# Estuary



## Mack (Nov 8, 2004)

Hi Folks,

Thursday was beautiful here for a change so I droped by a local estuary on my way home from work. Just a few from my time there.


----------



## zuluclayman (Dec 16, 2005)

some great shots there -first and last are my favourites - frozen action works very well in them, well captured


----------



## WereBo (Apr 5, 2008)

Beautifully crisp photos there Mack, superb framing and capture - Like Zulu, #1 and #5 are my favourites too


----------



## Mack (Nov 8, 2004)

Thanks guys.

1 & 5 are my favourite also. Do you think that because there is forground interest that they have more appeal? Maybe they have more context?

The reason I ask is becaue my next fav would be #3 and it has background interest but because its at the bottom of the frame it could almost be foreground.


----------



## zuluclayman (Dec 16, 2005)

for me - I think they work better because they have some direction - the line implied by the movement in the first one leads your eyes through the image, the angle of the feet of the bird in #5 again implies movement.
my only criticism of #5 is that is a little busy - perhaps a tighter crop would eliminate both the stick and some of the distraction in the top left corner.

#3 has 2 problems for me - the poles sticking up through the birds and the birds almost dead centre - the poles could be erased with some careful clone stamping and the position may benefit from cropping so that the centre of interest (the birds) isn't in the middle.

Don't mean to be negative - they're still nice shots - sometimes good to get some feedback in the form of constructive criticism :smile:


----------



## Mack (Nov 8, 2004)

Thanks for the constructive critisism Zulu, I totally agree with your assesment. I was contiously aware that the photograph of the crow was a bit cluttered but I didn't think it would matter that much ontill I actually cleaned it up and it makes a huge difference. I was a little worried about cropping more as it was about a 90% crop to begin with but I think it still looks ok.



















Thanks for the feedback.


----------



## Mack (Nov 8, 2004)

Sorry uploaded the wrong one. Here is the croped one.


----------



## zuluclayman (Dec 16, 2005)

ah - much nicer :smile: 

what's happened in the crow one? - nicer composition but background is striated - compression problem?


----------



## WereBo (Apr 5, 2008)

Personally #5 works well as it is, the background provides a sense of scale, as well as what the bird is doing.

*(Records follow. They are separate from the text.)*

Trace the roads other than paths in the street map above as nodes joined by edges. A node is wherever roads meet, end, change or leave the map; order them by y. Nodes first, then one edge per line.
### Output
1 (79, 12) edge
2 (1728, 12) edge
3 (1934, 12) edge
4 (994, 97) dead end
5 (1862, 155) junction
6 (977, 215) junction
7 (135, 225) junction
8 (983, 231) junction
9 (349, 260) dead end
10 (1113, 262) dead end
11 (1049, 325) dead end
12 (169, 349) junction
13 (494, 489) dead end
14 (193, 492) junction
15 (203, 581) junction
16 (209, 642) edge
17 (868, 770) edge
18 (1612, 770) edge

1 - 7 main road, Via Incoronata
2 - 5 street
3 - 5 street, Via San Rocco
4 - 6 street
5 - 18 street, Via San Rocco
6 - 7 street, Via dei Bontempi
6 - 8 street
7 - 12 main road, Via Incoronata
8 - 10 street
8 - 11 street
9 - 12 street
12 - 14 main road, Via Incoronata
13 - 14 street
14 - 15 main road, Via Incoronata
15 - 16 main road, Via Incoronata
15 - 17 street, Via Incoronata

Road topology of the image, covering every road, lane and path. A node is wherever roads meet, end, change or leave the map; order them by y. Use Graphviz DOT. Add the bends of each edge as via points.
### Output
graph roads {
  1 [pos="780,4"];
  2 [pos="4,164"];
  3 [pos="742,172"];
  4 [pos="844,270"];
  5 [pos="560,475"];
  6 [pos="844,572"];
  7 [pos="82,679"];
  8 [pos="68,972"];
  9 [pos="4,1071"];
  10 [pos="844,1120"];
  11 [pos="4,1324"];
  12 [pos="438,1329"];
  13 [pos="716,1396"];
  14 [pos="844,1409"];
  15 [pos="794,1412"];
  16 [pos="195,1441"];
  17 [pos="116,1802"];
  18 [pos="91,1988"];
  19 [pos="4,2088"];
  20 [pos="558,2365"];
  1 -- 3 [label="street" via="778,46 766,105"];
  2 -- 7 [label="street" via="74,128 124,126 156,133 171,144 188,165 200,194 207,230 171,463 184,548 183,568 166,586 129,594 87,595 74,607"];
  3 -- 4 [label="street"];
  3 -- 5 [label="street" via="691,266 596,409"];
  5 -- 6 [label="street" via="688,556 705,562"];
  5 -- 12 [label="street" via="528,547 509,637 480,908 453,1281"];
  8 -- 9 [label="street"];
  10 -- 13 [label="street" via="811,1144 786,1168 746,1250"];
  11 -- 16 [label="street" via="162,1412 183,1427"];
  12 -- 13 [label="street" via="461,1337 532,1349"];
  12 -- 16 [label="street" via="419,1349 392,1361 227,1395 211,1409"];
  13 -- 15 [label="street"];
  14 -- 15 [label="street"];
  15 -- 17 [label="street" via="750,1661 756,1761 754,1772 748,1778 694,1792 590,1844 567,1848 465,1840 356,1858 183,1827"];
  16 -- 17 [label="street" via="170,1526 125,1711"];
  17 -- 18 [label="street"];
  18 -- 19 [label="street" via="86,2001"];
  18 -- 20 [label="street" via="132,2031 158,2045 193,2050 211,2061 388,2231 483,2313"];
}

#1 is excellent for the action content, with the water drops and ripples and the birds movements having the 'drama'

#2 is a great action-study, with the the gull in a good pose, well framed and composed, but there's something else needed, I'm just not sure what :laugh:

#3 is far better now it's cropped, the background was a total distraction.

#4 while nicely framed and composed, is a bit too 'sweet' for me - It would be excellent on a romantic greetings-card or chocolate-box top.


----------



## Mack (Nov 8, 2004)

Zulu I think it is compression due to the fact I edited a jpg file. Here I went back and edited the original crop and it is better.










The main problem I think is that the crop was so extreem to begin with.










@ Werebo "It would be excellent on a romantic greetings-card or chocolate-box top."

That would make me happy if I thought it was that good I think the swan in the background ruins the shot.

Another one from the day.










Not very well focused but I like the fack the hes pooing


----------



## WereBo (Apr 5, 2008)

WOW! That last gull is superb, with the light showing through the wing-feathers.

He's pooing? I thought that was his arrester-hook used for landing....... :grin:


----------



## zuluclayman (Dec 16, 2005)

> Zulu I think it is compression due to the fact I edited a jpg file. Here I went back and edited the original crop and it is better.The main problem I think is that the crop was so extreem to begin with.


ah that explains it

latest one is a nice catch too - lucky you weren't downwind :laugh:


----------